▸ **About this exercise**: For the entries that follow, report how many lines include the word "roads" and add nothing.

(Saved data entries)
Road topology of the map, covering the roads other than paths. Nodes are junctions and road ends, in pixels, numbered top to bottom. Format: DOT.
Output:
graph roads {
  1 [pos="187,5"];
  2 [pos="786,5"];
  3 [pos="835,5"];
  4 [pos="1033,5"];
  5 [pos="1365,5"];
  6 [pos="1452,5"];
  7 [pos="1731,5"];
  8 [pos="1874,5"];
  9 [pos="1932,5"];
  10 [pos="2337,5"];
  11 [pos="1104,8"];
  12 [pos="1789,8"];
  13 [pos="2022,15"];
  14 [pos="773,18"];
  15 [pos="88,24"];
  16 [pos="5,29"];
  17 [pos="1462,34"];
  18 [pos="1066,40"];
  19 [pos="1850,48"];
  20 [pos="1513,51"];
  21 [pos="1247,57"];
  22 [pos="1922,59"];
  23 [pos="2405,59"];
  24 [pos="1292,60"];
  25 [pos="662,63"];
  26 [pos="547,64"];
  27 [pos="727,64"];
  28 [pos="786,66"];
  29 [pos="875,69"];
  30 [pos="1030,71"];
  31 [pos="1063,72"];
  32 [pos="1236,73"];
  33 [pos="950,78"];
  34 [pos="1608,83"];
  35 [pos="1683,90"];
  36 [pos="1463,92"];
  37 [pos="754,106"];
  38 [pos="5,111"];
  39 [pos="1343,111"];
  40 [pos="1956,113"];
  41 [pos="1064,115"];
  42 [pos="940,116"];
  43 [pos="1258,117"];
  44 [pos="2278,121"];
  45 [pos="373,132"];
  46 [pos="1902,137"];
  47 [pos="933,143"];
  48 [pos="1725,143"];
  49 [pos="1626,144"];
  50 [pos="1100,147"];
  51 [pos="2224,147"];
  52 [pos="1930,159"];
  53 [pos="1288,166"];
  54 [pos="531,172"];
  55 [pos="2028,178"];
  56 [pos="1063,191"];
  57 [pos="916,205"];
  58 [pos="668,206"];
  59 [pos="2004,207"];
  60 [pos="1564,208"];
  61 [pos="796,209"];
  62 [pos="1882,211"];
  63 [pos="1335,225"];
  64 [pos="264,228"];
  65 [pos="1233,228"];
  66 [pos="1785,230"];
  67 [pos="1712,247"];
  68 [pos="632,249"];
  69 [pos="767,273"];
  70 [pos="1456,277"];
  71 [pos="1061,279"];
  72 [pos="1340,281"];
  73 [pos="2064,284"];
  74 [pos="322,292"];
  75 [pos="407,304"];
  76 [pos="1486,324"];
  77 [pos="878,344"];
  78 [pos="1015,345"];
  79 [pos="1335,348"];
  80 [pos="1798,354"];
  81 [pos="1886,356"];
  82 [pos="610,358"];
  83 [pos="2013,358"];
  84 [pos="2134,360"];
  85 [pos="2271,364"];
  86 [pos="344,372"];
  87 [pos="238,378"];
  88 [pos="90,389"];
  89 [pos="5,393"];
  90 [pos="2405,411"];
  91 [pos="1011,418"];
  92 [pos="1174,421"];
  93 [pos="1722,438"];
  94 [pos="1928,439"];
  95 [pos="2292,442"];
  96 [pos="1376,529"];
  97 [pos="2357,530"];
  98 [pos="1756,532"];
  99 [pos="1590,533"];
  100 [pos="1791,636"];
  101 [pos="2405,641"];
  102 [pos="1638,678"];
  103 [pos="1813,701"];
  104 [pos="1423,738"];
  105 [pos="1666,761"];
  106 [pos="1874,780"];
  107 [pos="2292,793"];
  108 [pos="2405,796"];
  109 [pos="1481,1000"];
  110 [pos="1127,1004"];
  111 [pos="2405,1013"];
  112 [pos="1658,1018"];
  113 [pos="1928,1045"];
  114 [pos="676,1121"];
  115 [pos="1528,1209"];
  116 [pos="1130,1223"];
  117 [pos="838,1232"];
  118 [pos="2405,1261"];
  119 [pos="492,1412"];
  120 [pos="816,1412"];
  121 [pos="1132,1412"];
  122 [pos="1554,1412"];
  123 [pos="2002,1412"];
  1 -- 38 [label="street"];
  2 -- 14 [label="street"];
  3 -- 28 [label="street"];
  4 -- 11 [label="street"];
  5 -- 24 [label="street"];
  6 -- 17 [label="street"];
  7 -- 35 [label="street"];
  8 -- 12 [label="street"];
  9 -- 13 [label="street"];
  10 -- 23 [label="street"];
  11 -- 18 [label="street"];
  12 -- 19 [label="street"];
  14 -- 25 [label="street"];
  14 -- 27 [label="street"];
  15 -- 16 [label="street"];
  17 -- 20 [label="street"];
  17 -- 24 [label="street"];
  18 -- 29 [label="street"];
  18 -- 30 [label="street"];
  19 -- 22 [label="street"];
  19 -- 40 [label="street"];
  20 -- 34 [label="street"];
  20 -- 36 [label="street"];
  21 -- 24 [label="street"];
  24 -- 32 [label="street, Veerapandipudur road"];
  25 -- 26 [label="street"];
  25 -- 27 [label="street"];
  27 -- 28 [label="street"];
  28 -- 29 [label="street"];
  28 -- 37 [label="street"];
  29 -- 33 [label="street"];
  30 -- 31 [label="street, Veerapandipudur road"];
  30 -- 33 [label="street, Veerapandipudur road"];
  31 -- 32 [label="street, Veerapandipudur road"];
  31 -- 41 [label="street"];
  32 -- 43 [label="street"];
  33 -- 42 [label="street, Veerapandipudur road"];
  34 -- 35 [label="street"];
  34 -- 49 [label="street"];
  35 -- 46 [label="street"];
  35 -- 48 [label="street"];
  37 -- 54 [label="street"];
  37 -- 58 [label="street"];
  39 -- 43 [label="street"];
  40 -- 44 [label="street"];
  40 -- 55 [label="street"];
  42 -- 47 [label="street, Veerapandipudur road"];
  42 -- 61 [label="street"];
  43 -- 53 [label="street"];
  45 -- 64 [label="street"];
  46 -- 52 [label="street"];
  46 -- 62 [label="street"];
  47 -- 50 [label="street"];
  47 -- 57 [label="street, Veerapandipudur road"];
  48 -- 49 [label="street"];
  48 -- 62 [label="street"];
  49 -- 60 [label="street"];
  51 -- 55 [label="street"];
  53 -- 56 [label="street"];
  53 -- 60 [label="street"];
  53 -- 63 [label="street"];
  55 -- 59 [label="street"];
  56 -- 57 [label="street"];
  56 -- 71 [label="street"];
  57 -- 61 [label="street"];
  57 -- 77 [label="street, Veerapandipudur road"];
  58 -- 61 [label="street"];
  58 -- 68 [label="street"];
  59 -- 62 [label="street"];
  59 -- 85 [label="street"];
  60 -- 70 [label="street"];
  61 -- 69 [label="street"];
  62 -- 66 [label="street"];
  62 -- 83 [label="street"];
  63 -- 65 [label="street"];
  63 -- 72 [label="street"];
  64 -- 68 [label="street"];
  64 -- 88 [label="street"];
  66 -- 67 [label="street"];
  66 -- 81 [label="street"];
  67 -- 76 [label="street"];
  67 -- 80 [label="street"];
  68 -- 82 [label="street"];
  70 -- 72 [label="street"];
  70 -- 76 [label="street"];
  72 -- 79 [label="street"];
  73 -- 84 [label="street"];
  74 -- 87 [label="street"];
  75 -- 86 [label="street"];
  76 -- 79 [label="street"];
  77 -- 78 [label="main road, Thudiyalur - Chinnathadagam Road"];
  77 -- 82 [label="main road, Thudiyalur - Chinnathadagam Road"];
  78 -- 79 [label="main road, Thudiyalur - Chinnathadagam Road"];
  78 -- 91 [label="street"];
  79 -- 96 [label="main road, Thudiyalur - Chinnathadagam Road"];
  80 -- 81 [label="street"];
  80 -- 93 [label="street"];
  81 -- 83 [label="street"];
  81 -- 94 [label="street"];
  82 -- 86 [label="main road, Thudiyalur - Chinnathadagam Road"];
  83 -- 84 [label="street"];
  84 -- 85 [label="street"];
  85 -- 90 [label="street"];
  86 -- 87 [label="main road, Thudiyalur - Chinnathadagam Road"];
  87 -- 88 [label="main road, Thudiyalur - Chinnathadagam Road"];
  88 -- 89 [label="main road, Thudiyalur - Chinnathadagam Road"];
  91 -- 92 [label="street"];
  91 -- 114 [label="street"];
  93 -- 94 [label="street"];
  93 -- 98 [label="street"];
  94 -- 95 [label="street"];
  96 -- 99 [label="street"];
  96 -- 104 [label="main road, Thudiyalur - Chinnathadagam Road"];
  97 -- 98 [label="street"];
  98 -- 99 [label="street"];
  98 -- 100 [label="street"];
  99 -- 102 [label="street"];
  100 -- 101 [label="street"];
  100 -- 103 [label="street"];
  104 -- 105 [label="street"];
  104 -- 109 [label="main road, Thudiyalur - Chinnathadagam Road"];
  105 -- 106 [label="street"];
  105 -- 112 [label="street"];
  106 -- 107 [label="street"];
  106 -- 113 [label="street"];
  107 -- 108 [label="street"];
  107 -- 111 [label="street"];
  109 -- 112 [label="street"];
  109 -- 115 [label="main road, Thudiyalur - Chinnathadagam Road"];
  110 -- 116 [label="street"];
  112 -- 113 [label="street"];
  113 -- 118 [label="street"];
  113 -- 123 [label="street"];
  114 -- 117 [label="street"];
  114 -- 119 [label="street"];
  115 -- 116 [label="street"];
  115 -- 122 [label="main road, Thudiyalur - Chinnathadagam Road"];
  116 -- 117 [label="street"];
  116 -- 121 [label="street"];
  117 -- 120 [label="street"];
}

▸ **Output for this task**: 2